Specifically, being a stay-at-home mom (SAHM to those of us who live in this category) is not that hard.

As with anything else, there are obviously caveats to this (slightly obnoxious) blanket statement.  Moms of special needs kids, moms of multiples, new moms and Michelle Duggar; they have it rough.  But us regular, run-of-the-mill SAHMs with our regular, run-of-the-mill kids have a pretty sweet gig going.  Not that most of us want to admit it.

Let the public flogging begin.  Bah-ring it on.

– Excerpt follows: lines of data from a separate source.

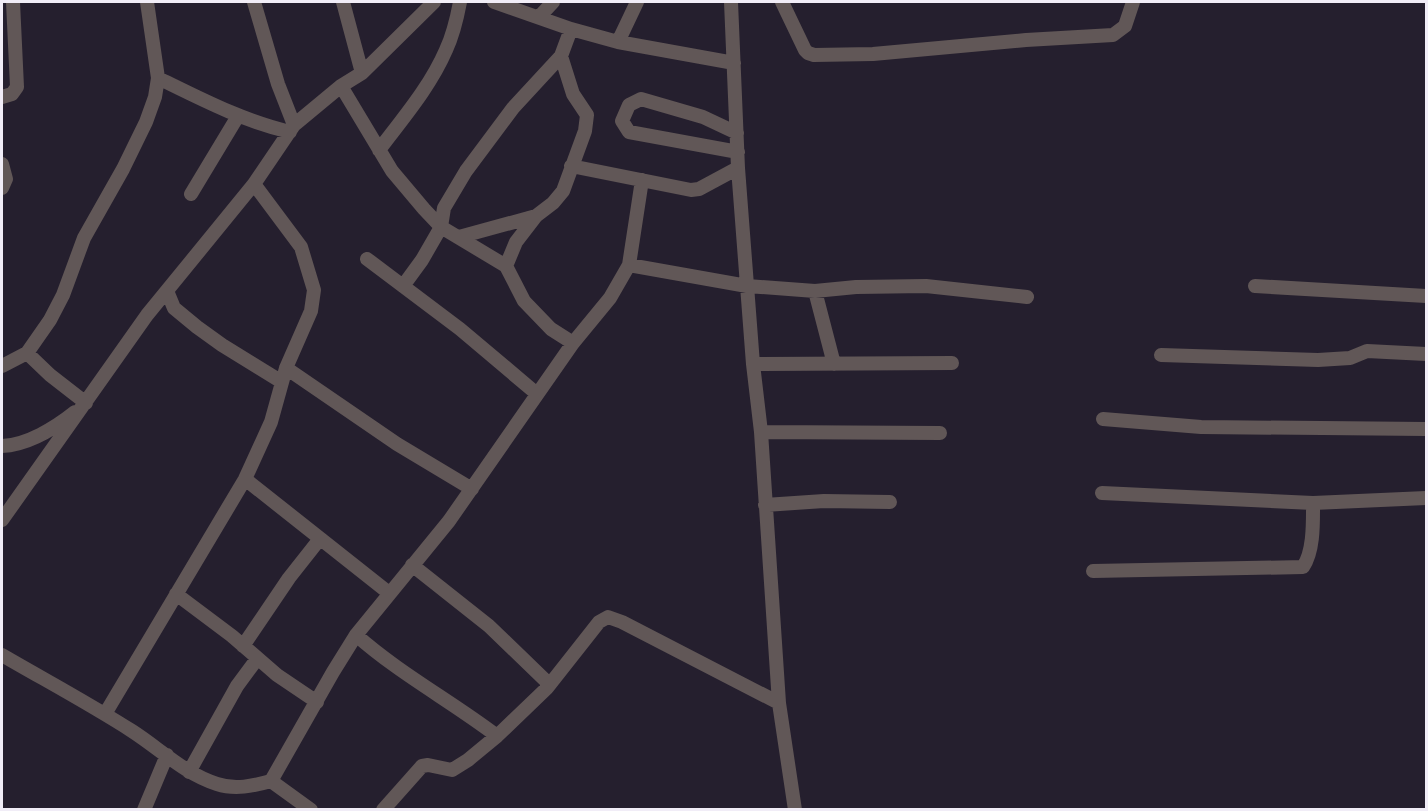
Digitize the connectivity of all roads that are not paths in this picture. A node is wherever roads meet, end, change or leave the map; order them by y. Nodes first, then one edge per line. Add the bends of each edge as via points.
1 (13, 2) edge
2 (147, 2) edge
3 (254, 2) edge
4 (343, 2) edge
5 (434, 2) edge
6 (460, 2) edge
7 (494, 2) edge
8 (553, 2) edge
9 (637, 2) edge
10 (731, 2) edge
11 (782, 2) edge
12 (1133, 2) edge
13 (540, 16) junction
14 (571, 29) junction
15 (618, 42) junction
16 (561, 56) junction
17 (734, 63) junction
18 (362, 73) junction
19 (158, 78) junction
20 (341, 86) junction
21 (2, 97) edge
22 (238, 116) junction
23 (292, 129) junction
24 (737, 133) junction
25 (379, 150) junction
26 (738, 152) junction
27 (2, 164) edge
28 (572, 166) junction
29 (738, 168) junction
30 (642, 180) junction
31 (254, 184) junction
32 (2, 188) edge
33 (191, 194) dead end
34 (536, 216) junction
35 (441, 227) junction
36 (459, 237) junction
37 (367, 259) dead end
38 (629, 265) junction
39 (506, 266) junction
40 (403, 286) junction
41 (747, 286) junction
42 (1255, 286) dead end
43 (167, 291) junction
44 (815, 291) junction
45 (1426, 296) edge
46 (1027, 297) dead end
47 (573, 343) junction
48 (27, 353) junction
49 (1426, 354) edge
50 (1161, 355) dead end
51 (952, 363) dead end
52 (753, 364) junction
53 (834, 364) junction
54 (2, 366) edge
55 (284, 375) junction
56 (537, 394) junction
57 (86, 403) junction
58 (1103, 419) dead end
59 (1426, 429) edge
60 (761, 432) junction
61 (940, 433) dead end
62 (2, 446) edge
63 (245, 479) junction
64 (472, 489) junction
65 (1102, 493) dead end
66 (1426, 498) edge
67 (890, 502) dead end
68 (1313, 503) junction
69 (765, 505) junction
70 (2, 520) edge
71 (319, 540) junction
72 (412, 565) junction
73 (1093, 571) dead end
74 (176, 594) junction
75 (389, 594) junction
76 (356, 635) junction
77 (243, 646) junction
78 (2, 655) edge
79 (257, 659) junction
80 (547, 685) junction
81 (316, 702) junction
82 (779, 704) junction
83 (105, 714) junction
84 (497, 736) junction
85 (167, 755) junction
86 (189, 772) junction
87 (271, 781) junction
88 (144, 810) edge
89 (311, 810) edge
90 (383, 810) edge
91 (795, 810) edge

1 - 21 street via 17,87 12,94
2 - 19 street
3 - 23 street
4 - 18 street
5 - 18 street
6 - 25 street via 439,65
7 - 13 street
8 - 13 street
9 - 15 street
10 - 17 street
11 - 12 street via 805,50 814,55 1113,35 1125,26
13 - 14 street
14 - 15 street
14 - 16 street
15 - 17 street
16 - 28 street via 573,94 587,115
16 - 35 street via 513,108 466,171 444,208
17 - 24 street
18 - 20 street
19 - 22 street
19 - 48 street via 146,122 84,238 63,295
20 - 23 street
20 - 25 street
22 - 23 street via 262,126
22 - 33 street
23 - 31 street
24 - 26 street
24 - 26 street via 703,117 642,99 629,105 622,121 628,132
25 - 35 street via 408,191
26 - 29 street
27 - 32 street via 6,179
28 - 30 street
28 - 34 street via 563,191
29 - 30 street via 695,190
29 - 41 street
30 - 38 street
31 - 43 street
31 - 55 street via 301,247 314,290 311,310
34 - 36 street
34 - 39 street via 516,242
35 - 36 street
35 - 40 street
36 - 39 street
37 - 40 street
38 - 41 street
38 - 47 street via 610,298
39 - 47 street via 524,301 551,329
40 - 56 street
41 - 44 street
41 - 52 street
42 - 45 street
43 - 55 street via 174,308 222,345
43 - 57 street
44 - 46 street via 926,286
44 - 53 street
47 - 56 street
48 - 54 street
48 - 57 street
49 - 50 street via 1367,351 1350,358 1318,360
51 - 53 street
52 - 53 street
52 - 60 street
55 - 63 street via 271,422
55 - 64 street
56 - 64 street
57 - 62 street via 36,436
57 - 70 street
58 - 59 street via 1211,428
60 - 61 street
60 - 69 street
63 - 71 street
63 - 74 street
64 - 72 street
65 - 68 street
66 - 68 street
67 - 69 street
68 - 73 street via 1310,548 1303,567
69 - 82 street
71 - 75 street
71 - 77 street
72 - 75 street
72 - 80 street via 489,626
74 - 77 street
74 - 83 street
75 - 76 street
76 - 81 street
76 - 84 street via 394,667
77 - 79 street
78 - 83 street
79 - 81 street
79 - 86 street via 237,686
80 - 82 street via 599,622 608,617
80 - 84 street
81 - 87 street
82 - 91 street
83 - 85 street
84 - 90 street via 452,770 428,765 418,769
85 - 86 street
85 - 88 street
86 - 87 street via 218,785 238,788
87 - 89 street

I try to compare what I do now with my “career” days before my little people came along, and I could not be more baffled at all the ladies who stay at home and proclaim that being a SAHM is nothing short of slave labor.  Maybe those girls never had “real” jobs.  Maybe they just like to have something to bitch about.  Maybe they are feeling under appreciated.  Maybe it is all of the above.

You’ve heard the old adage about doing what you love will make you happy.  Try as I might, I can’t think of a single thing that I love more than my children (taking a nap is a close second), and I count myself lucky that I am afforded the privilege of being able to stay at home with my kids.  So that is my job; being a mom.  I don’t need to tack on the “housekeeper, chef, personal assistant, blah, blah” blurb on to make myself feel validated.  I don’t need to calculate what wage I would earn if being a mom was a “real job.”  I don’t need some fucking American Greetings video to make my “job” seem important.  It is important.  Every mother’s job is.  It just isn’t particularly HARD.

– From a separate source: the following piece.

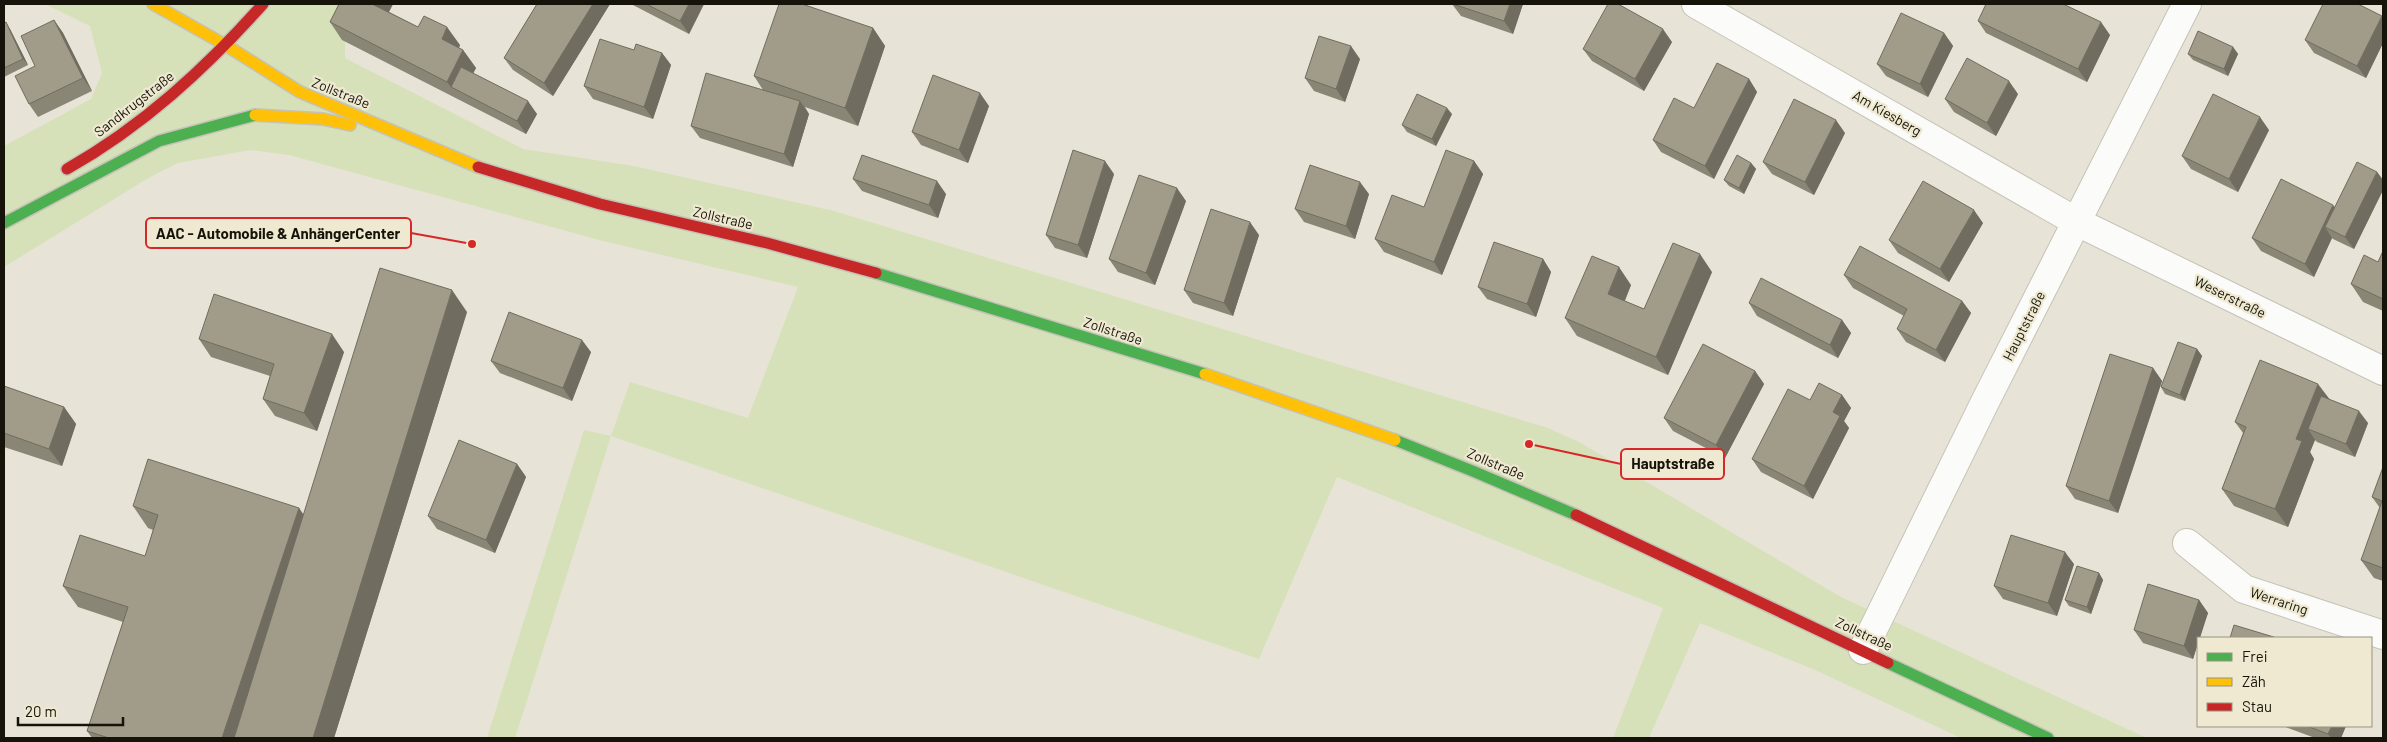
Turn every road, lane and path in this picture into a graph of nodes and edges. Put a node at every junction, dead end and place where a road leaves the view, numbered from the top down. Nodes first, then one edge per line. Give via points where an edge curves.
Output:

You know what is hard?  Trying to make sense of three years of unreconciled expense reports while Janice from Accounting keeps yammering on about her divorce.  Trying to motivate a class of fifteen-year-old assholes into reading the classics.  Trying to wrap your brain around the death of an employee and getting their family the right information about their life insurance payout.  That shit is hard.

You know what isn’t hard?  Mopping the kitchen floor.  Making breakfast for little people even though you desperately need your morning coffee.  Picking lollipops out of the carpet.  Those things AREN’T FUN.  Getting a kid to sit still while trying in vain to get him to work on his handwriting; that is a little hard.  But if you neglect to do any of those things in a timely manner, you aren’t going to get fired.  It would take a criminal act to get fired from being a mom.

Being a SAHM isn’t always fun, I’ll give you that.  But it does have its own benefits package.  There isn’t available health insurance coverage, but I do get to wear sweatpants all day.  I don’t get the adult conversations that I did when I worked outside the home, but when the shit hits the fan I have executive power to abandon puzzle time in favor of Happy Meals and a trip to the playground.  I guess I do miss my coworkers allowing my privacy when I needed to pee, but I’ll gladly trade eating a Lean Cuisine alone at my desk for a half-eaten peanut butter sandwich with Finn and Alice any day.  Simply and literally, I LOVE the people I work for.  Actual, literal LOVE.  Not many other occupations can boast that.  The people I work for are fucking infuriating; even more so than Janice from Accounting.  But I would actually jump in front of a bus for them.  I want to spend my vacations doing my job.  When my husband bitches about his coworkers, he gets to leave them behind when he leaves work.  Call me crazy, but I miss my kids when I’m given a break from them.

On my hardest day; I desperately can’t get my minions to bend to my will.  I think in the business world, they call that “management.”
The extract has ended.